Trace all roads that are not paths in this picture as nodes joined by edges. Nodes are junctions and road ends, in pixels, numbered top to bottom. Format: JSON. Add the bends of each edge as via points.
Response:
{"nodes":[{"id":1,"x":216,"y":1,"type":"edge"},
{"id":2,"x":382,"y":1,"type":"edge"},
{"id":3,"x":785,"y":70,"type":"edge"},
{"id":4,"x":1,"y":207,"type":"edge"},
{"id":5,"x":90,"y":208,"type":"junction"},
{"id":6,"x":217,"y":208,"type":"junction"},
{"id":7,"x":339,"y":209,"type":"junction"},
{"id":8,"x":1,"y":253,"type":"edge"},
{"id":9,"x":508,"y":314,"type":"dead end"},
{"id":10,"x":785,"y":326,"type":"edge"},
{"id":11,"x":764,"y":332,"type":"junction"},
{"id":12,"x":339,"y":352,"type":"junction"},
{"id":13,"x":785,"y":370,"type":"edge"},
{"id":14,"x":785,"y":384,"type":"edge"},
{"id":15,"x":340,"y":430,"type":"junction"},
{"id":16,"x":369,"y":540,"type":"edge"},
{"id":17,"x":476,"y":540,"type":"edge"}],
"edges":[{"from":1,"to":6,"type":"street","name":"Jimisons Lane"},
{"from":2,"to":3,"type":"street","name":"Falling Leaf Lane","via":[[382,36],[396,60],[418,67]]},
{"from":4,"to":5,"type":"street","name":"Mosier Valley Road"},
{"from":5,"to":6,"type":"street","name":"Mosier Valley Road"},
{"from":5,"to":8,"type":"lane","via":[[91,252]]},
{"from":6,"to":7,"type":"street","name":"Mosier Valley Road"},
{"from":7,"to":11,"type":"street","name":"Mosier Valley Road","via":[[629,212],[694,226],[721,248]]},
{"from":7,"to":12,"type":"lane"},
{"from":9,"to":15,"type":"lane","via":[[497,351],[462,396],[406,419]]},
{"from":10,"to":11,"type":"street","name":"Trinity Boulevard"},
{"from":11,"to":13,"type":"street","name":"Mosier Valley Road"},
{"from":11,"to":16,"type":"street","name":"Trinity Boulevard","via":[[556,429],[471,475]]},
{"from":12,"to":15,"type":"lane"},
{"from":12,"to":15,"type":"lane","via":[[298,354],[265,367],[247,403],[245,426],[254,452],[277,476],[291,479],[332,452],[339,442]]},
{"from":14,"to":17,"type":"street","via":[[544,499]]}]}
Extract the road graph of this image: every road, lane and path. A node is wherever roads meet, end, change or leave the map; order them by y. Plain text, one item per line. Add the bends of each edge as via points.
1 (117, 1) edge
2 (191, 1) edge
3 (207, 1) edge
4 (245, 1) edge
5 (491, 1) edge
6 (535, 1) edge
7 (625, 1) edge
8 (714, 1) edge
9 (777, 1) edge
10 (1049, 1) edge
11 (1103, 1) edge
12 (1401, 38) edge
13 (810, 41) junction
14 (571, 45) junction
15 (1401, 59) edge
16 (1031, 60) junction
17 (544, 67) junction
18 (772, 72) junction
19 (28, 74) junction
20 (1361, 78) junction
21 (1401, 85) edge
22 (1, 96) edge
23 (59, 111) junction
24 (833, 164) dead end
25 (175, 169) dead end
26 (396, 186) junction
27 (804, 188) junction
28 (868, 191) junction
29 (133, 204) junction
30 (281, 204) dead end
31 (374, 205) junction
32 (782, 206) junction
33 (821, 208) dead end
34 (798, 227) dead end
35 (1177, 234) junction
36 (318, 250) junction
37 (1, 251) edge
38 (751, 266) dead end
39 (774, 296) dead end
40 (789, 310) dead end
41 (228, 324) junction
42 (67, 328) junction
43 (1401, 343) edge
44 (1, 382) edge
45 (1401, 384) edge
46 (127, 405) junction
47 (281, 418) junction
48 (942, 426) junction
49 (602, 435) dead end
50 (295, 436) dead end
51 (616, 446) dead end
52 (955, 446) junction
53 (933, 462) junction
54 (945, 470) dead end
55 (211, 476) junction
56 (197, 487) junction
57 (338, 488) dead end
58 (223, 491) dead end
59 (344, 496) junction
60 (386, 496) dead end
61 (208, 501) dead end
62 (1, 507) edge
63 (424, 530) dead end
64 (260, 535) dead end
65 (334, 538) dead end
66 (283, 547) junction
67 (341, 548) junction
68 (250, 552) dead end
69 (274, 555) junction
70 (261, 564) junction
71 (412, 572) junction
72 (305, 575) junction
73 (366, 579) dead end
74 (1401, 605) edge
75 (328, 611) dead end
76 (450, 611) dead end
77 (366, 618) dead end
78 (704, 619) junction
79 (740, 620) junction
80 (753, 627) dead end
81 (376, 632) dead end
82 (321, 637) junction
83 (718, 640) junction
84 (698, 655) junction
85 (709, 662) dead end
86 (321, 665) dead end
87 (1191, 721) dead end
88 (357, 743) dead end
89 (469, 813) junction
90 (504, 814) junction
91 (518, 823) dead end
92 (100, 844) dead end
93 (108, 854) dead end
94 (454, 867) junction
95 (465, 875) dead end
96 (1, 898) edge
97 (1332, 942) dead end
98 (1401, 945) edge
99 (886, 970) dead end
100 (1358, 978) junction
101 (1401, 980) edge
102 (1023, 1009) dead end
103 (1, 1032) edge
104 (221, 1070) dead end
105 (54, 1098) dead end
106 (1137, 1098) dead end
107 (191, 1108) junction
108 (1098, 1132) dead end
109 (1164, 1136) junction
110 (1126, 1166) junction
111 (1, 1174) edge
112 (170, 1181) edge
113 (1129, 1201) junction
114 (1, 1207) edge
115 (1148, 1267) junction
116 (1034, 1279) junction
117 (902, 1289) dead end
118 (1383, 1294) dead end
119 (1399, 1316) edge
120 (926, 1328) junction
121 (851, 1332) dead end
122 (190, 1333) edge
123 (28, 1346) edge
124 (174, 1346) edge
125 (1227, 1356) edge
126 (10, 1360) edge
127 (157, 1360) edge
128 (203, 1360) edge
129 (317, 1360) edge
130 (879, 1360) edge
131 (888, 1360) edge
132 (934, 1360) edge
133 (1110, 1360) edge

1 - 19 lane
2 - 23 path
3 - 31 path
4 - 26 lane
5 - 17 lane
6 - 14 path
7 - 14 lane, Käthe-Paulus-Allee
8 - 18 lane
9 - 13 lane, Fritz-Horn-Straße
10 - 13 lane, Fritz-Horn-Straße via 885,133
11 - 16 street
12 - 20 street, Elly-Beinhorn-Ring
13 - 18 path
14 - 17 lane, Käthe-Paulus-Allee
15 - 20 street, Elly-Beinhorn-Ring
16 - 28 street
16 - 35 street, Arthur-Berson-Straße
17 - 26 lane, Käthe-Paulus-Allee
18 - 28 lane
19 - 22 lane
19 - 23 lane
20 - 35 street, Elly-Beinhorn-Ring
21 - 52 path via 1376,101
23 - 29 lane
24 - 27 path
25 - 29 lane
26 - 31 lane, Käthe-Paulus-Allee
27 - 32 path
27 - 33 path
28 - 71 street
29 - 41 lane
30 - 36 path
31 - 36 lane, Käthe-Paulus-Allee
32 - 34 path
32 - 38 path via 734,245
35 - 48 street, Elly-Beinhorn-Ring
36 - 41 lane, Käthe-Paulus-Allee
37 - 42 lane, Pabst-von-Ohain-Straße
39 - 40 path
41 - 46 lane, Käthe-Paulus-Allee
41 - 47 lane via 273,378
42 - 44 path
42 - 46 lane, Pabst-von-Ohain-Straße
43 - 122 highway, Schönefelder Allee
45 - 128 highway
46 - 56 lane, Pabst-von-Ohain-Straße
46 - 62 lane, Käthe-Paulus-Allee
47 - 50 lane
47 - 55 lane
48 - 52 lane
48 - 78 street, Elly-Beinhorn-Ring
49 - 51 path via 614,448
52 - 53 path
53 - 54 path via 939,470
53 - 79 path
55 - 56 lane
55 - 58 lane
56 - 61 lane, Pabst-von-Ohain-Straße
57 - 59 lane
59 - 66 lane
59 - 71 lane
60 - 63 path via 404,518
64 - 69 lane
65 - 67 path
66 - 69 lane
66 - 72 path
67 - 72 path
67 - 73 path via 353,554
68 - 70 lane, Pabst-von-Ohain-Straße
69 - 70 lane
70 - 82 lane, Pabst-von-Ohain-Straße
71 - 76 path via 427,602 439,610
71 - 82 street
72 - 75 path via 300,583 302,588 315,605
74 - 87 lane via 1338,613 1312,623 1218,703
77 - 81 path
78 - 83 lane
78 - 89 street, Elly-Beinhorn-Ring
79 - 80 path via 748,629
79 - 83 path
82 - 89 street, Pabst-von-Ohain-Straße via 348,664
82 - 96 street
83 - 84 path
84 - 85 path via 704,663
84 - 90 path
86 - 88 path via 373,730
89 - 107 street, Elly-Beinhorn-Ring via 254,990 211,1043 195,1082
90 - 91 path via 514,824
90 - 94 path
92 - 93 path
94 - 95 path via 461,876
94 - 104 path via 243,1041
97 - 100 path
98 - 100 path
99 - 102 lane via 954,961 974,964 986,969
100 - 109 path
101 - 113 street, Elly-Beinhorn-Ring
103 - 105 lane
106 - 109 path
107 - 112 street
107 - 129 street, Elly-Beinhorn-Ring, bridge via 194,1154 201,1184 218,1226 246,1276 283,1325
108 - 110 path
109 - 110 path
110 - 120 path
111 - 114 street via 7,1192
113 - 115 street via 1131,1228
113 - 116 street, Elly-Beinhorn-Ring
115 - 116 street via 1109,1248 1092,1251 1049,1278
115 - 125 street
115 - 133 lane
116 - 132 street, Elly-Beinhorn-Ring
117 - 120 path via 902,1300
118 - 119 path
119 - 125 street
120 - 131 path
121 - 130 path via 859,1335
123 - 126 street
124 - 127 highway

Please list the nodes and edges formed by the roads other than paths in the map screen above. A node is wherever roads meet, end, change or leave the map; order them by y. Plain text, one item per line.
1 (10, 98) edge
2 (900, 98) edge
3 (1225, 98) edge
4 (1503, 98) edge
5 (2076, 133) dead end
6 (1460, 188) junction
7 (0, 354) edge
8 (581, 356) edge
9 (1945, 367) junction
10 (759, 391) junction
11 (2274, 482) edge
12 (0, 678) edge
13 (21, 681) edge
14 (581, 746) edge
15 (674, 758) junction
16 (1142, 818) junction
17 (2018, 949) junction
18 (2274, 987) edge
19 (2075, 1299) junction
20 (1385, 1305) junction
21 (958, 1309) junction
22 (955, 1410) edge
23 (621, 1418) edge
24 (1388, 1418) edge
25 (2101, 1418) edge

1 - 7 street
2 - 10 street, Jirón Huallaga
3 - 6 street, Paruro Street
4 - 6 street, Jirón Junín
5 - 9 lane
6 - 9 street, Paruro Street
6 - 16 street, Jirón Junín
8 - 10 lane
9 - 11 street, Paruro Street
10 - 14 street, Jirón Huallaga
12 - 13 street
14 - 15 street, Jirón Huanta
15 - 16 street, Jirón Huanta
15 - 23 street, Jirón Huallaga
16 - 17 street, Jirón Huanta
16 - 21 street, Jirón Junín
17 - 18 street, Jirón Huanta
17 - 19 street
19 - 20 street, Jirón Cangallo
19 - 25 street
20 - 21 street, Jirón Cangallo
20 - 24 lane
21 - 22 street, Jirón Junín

## EXERCISE DESCRIPTION
The required output is the line containing "Please list the" through the last line of the records above, each copied exactly and nothing more.

## ANSWER BOX
Please list the nodes and edges formed by the roads other than paths in the map screen above. A node is wherever roads meet, end, change or leave the map; order them by y. Plain text, one item per line.
1 (10, 98) edge
2 (900, 98) edge
3 (1225, 98) edge
4 (1503, 98) edge
5 (2076, 133) dead end
6 (1460, 188) junction
7 (0, 354) edge
8 (581, 356) edge
9 (1945, 367) junction
10 (759, 391) junction
11 (2274, 482) edge
12 (0, 678) edge
13 (21, 681) edge
14 (581, 746) edge
15 (674, 758) junction
16 (1142, 818) junction
17 (2018, 949) junction
18 (2274, 987) edge
19 (2075, 1299) junction
20 (1385, 1305) junction
21 (958, 1309) junction
22 (955, 1410) edge
23 (621, 1418) edge
24 (1388, 1418) edge
25 (2101, 1418) edge

1 - 7 street
2 - 10 street, Jirón Huallaga
3 - 6 street, Paruro Street
4 - 6 street, Jirón Junín
5 - 9 lane
6 - 9 street, Paruro Street
6 - 16 street, Jirón Junín
8 - 10 lane
9 - 11 street, Paruro Street
10 - 14 street, Jirón Huallaga
12 - 13 street
14 - 15 street, Jirón Huanta
15 - 16 street, Jirón Huanta
15 - 23 street, Jirón Huallaga
16 - 17 street, Jirón Huanta
16 - 21 street, Jirón Junín
17 - 18 street, Jirón Huanta
17 - 19 street
19 - 20 street, Jirón Cangallo
19 - 25 street
20 - 21 street, Jirón Cangallo
20 - 24 lane
21 - 22 street, Jirón Junín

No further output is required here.